## [How to complete this task]
Below are some entries. Copy each line in them that holds "dead".

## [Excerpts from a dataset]
□ □ □ □ □ □ □
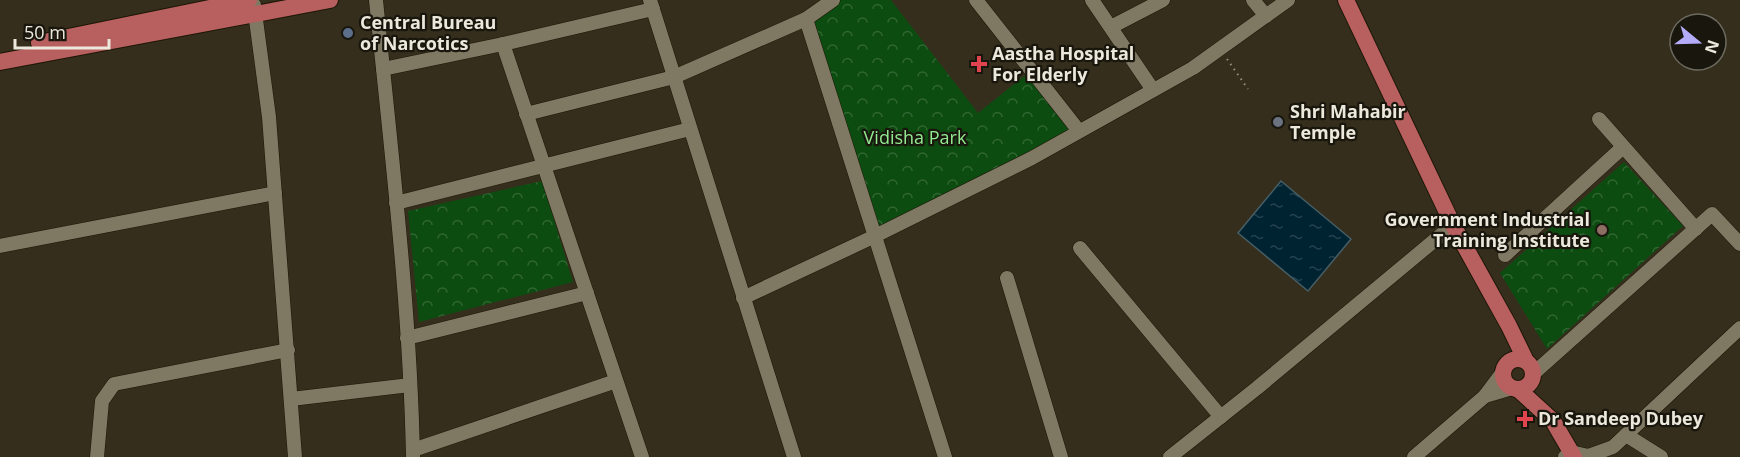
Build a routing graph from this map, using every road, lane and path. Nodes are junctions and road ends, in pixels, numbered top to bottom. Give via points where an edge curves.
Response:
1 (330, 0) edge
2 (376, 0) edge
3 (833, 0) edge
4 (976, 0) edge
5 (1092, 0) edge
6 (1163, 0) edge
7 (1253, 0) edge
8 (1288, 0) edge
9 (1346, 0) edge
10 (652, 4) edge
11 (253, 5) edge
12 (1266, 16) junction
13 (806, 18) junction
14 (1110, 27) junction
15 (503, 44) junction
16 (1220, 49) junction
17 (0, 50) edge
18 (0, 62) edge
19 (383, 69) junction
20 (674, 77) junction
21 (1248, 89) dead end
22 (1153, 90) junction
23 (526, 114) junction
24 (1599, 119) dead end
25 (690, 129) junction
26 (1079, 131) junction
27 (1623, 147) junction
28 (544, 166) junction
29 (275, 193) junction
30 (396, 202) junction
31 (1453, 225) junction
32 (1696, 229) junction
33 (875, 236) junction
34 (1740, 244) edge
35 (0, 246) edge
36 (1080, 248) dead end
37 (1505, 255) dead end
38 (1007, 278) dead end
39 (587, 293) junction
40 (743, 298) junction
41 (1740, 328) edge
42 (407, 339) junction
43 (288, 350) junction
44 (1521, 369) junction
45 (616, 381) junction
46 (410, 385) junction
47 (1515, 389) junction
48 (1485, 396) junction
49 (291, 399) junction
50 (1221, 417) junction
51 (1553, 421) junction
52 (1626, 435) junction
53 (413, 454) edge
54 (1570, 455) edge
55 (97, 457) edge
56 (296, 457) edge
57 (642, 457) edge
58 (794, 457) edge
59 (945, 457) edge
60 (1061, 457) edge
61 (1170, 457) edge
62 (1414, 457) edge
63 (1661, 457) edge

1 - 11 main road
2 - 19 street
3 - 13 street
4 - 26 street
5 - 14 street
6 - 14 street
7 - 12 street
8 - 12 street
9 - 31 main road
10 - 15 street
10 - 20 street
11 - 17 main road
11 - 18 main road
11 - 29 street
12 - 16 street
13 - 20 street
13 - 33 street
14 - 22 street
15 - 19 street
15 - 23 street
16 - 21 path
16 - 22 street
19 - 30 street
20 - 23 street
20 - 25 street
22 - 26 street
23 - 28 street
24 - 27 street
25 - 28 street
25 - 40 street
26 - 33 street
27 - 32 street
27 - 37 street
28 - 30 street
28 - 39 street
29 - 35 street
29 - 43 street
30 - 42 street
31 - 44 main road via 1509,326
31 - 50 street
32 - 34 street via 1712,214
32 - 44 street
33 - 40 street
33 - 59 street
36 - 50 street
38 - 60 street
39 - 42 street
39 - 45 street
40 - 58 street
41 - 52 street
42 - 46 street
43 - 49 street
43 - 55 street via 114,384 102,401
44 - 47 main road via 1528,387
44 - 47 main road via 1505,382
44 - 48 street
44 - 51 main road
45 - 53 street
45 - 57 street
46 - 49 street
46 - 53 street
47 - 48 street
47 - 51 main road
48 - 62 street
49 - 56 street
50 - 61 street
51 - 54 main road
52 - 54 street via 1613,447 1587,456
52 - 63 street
□ □ □ □ □ □ □
## [Solution to this task]
21 (1248, 89) dead end
24 (1599, 119) dead end
36 (1080, 248) dead end
37 (1505, 255) dead end
38 (1007, 278) dead end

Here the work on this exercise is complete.